Update on rsETH incident:@LlamaRisk has published a report outlining the rsETH incident, the immediate actions taken, its impact on Aave, and potential paths forward.
All service providers have been working to assess the two potential bad debt scenarios on the Aave protocol.…
— Aave (@aave) April 20, 2026
LayerZero said the attacker, believed to be North Korea’s Lazarus Group, gained access to a list of RPC nodes used by its decentralized verified network. Two nodes were poisoned and a third was knocked offline with a DDoS attack, tricking the system into approving a fake cross-chain message that minted 116,500 rsETH.

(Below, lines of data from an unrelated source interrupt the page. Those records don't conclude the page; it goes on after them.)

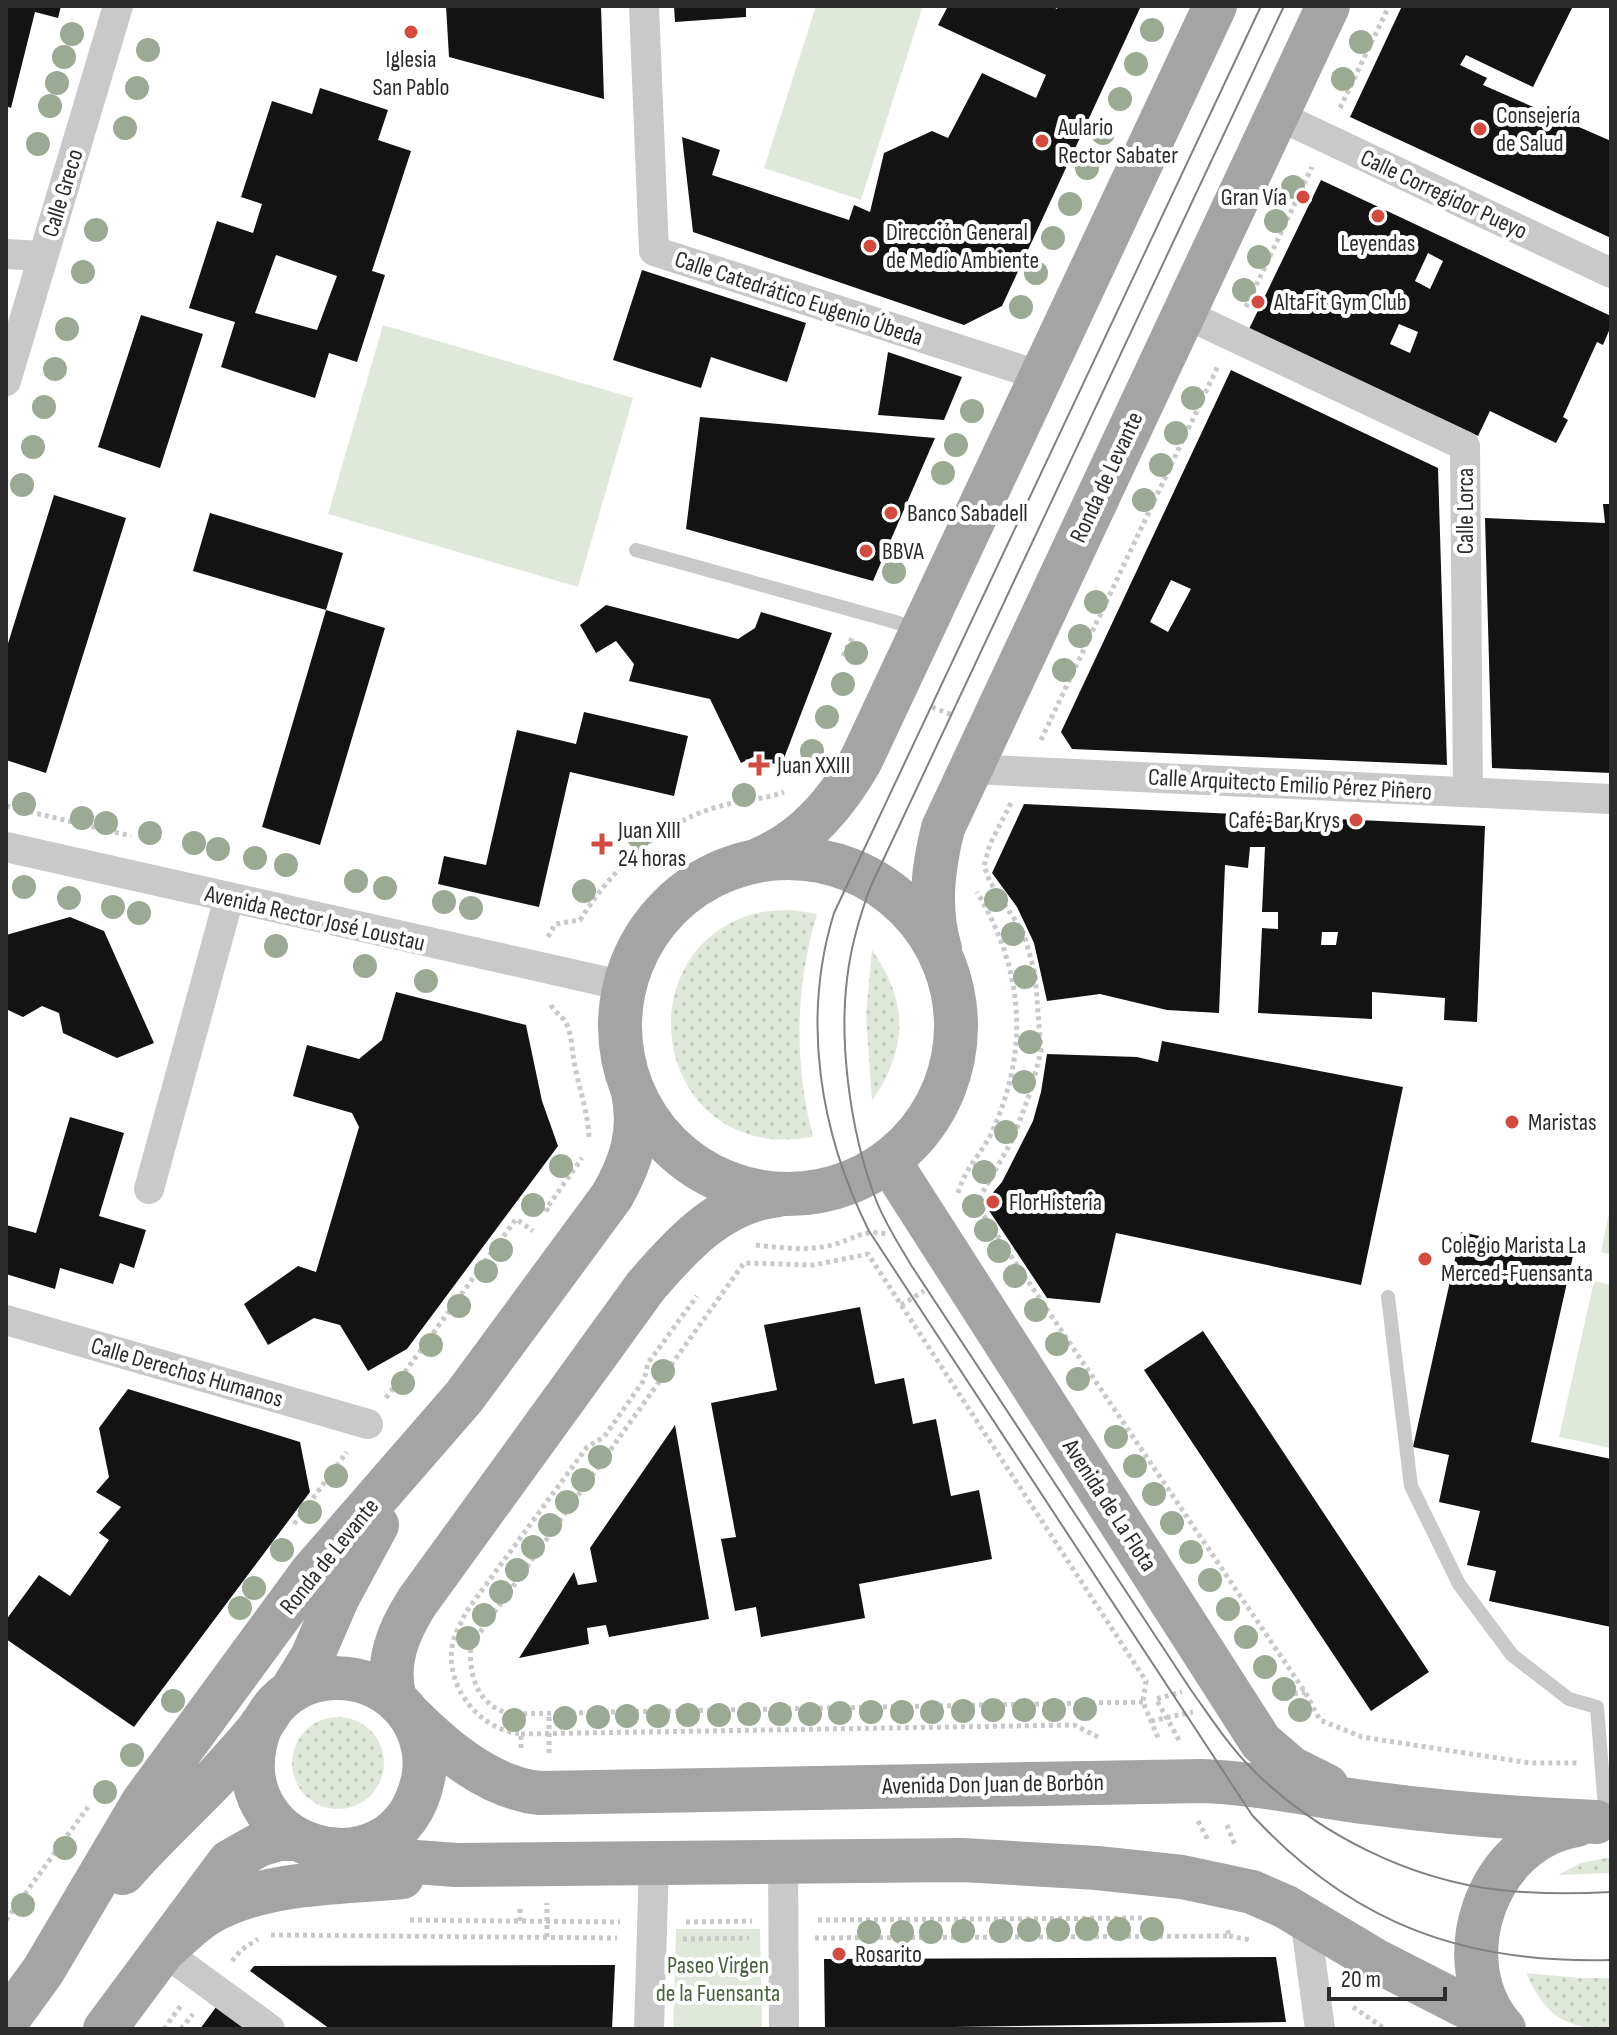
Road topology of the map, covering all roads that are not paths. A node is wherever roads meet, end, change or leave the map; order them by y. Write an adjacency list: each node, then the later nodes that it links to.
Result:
1 (118, 6): 7 (street, Calle Greco)
2 (644, 6): 10 (street, Calle Catedrático Eugenio Úbeda)
3 (1215, 6): 10 (main road)
4 (1328, 6): 5 (main road, Ronda de Levante)
5 (1277, 115): 8 (street, Calle Corregidor Pueyo); 9 (main road, Ronda de Levante)
6 (6, 254): 7 (street)
7 (43, 256): 11 (street, Calle Greco)
8 (1611, 273)
9 (1183, 313): 14 (main road, Ronda de Levante); 15 (street, Calle Lorca)
10 (1041, 376): 13 (main road)
11 (6, 381)
12 (636, 550): 13 (lane)
13 (922, 629): 18 (main road)
14 (969, 769): 15 (street, Calle Arquitecto Emilio Pérez Piñero); 20 (main road, Ronda de Levante)
15 (1468, 792): 16 (street, Calle Arquitecto Emilio Pérez Piñero)
16 (1611, 799)
17 (6, 847): 19 (street, Avenida Rector José Loustau)
18 (755, 861): 20 (main road); 21 (main road)
19 (229, 898): 21 (street, Avenida Rector José Loustau); 24 (street)
20 (943, 959): 23 (main road)
21 (625, 986): 22 (main road)
22 (633, 1092): 25 (main road); 28 (main road, Ronda de Levante)
23 (889, 1161): 25 (main road); 33 (main road, Avenida de La Flota)
24 (149, 1189)
25 (781, 1195): 31 (main road)
26 (1388, 1297): 34 (lane)
27 (6, 1320): 29 (street, Calle Derechos Humanos)
28 (464, 1397): 30 (main road); 42 (main road, Ronda de Levante)
29 (368, 1424)
30 (291, 1691): 31 (main road); 32 (main road)
31 (403, 1708): 33 (main road, Avenida Don Juan de Borbón); 36 (main road)
32 (261, 1725): 35 (main road); 42 (main road)
33 (1370, 1803): 34 (main road, Avenida Don Juan de Borbón)
34 (1604, 1822): 45 (main road)
35 (294, 1839): 36 (main road); 41 (main road)
36 (341, 1851): 39 (main road)
37 (783, 1861): 38 (main road); 40 (main road); 48 (street)
38 (654, 1863): 39 (main road); 47 (street)
39 (520, 1865): 41 (main road)
40 (1305, 1918): 45 (main road); 49 (street)
41 (163, 1951): 44 (main road); 46 (street)
42 (43, 1971): 43 (main road, Ronda de Levante)
43 (6, 2022)
44 (116, 2025)
45 (1502, 2026)
46 (270, 2029)
47 (649, 2029)
48 (784, 2029)
49 (1320, 2029)

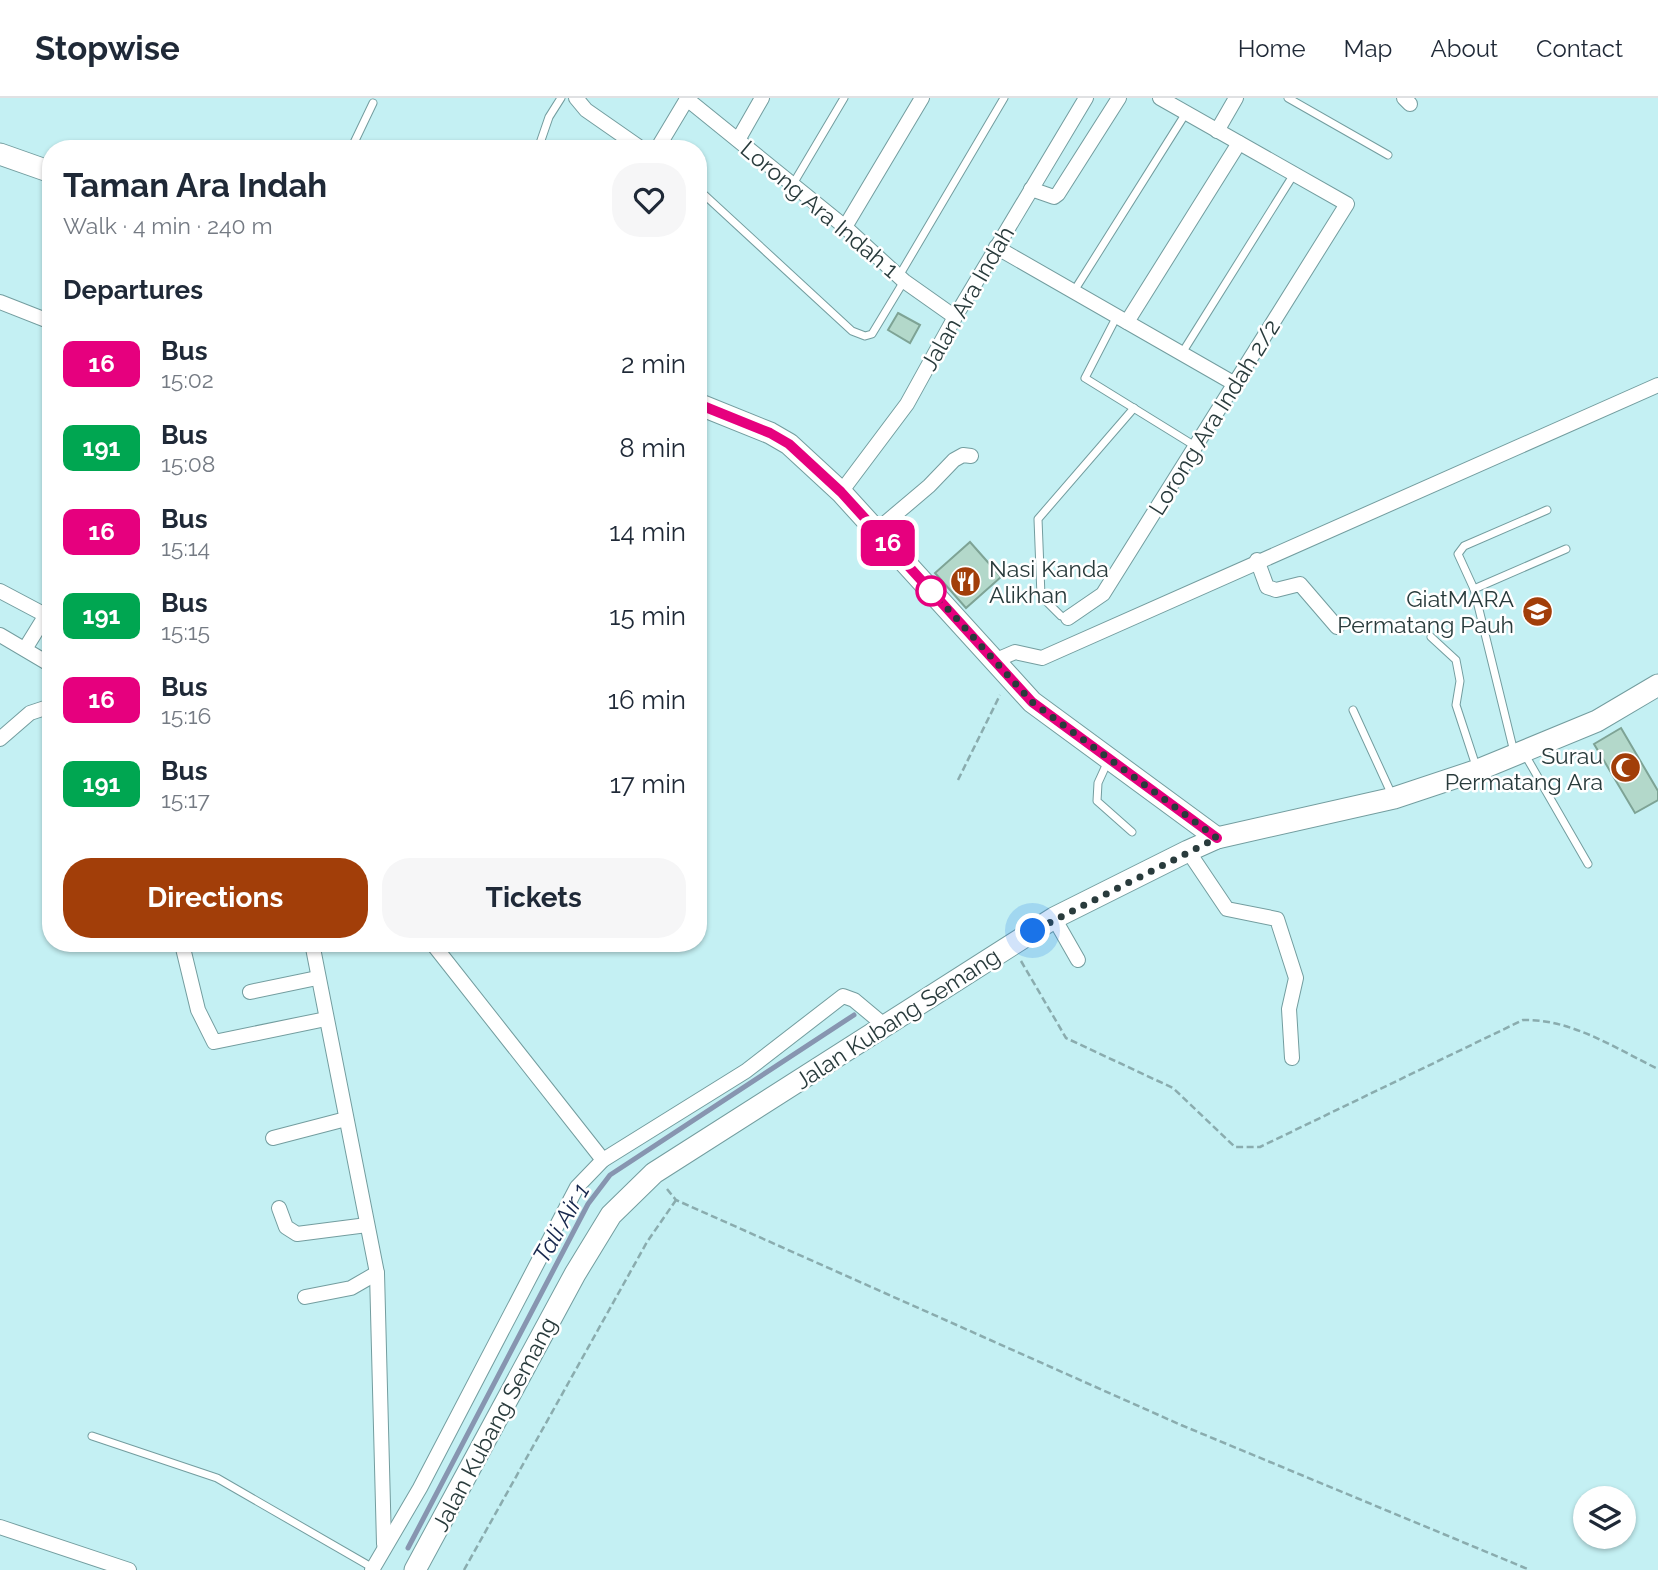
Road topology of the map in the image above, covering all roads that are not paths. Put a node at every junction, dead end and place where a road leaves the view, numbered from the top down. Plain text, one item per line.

Kelp DAO moved quickly after the breach was discovered. It paused all relevant contracts and blacklisted wallets tied to the attacker, which it says prevented the theft of another 40,000 rsETH worth roughly $95 million.
The stolen tokens were then deposited into Aave V3. The attacker supplied 89,567 rsETH worth around $221 million as collateral and borrowed 82,650 wrapped Ether and 821 wstETH, leaving those positions at very low health factors and putting Aave at risk of bad debt.
Nearly $10 billion in value has left Aave since the exploit took place.
Who Is Responsible?
LayerZero published a report criticizing Kelp DAO’s 1-of-1 DVN configuration, saying it created a single point of failure. It said Kelp had been advised to diversify its DVN setup but chose not to.
Kelp DAO pushed back, saying the 1-of-1 configuration is the default setup documented in LayerZero’s own documentation. Kelp said the setup was “affirmatively confirmed as appropriate” by LayerZero when it expanded to layer 2 networks.
Both parties say they are working together on a path forward.
Two Paths for Aave’s Losses
Aave’s risk management provider LlamaRisk has modeled two scenarios for how bad debt could play out, depending on decisions made by Kelp DAO.
The first scenario spreads losses across all rsETH holders on Ethereum mainnet and layer 2 networks equally. This would result in a 15% depeg of rsETH and around $123.7 million in bad debt for Aave. Ethereum’s core market would absorb the largest absolute loss at $91.8 million, though its reserves are deep enough to keep the shortfall at 1.54%.
Mantle would face the steepest proportional hit at 9.54% under this scenario.
The second scenario isolates all losses to layer 2 networks, leaving Ethereum mainnet rsETH fully backed. This results in a 73.54% haircut on layer 2 collateral and raises total bad debt to $230.1 million across markets on Mantle, Arbitrum, and Base.
Under the first scenario, Aave’s Umbrella security module holds $54 million that could act as a backstop. That would not apply under the second scenario.
Aave said the final outcome depends on how Kelp DAO updates its rsETH accounting and oracle exchange rate. The Aave DAO holds $181 million in treasury assets and has received commitments from ecosystem participants to support the protocol if bad debt materializes.
As of Monday, Kelp DAO said it is still assessing the financial impact and has not yet announced a loss allocation or recovery plan.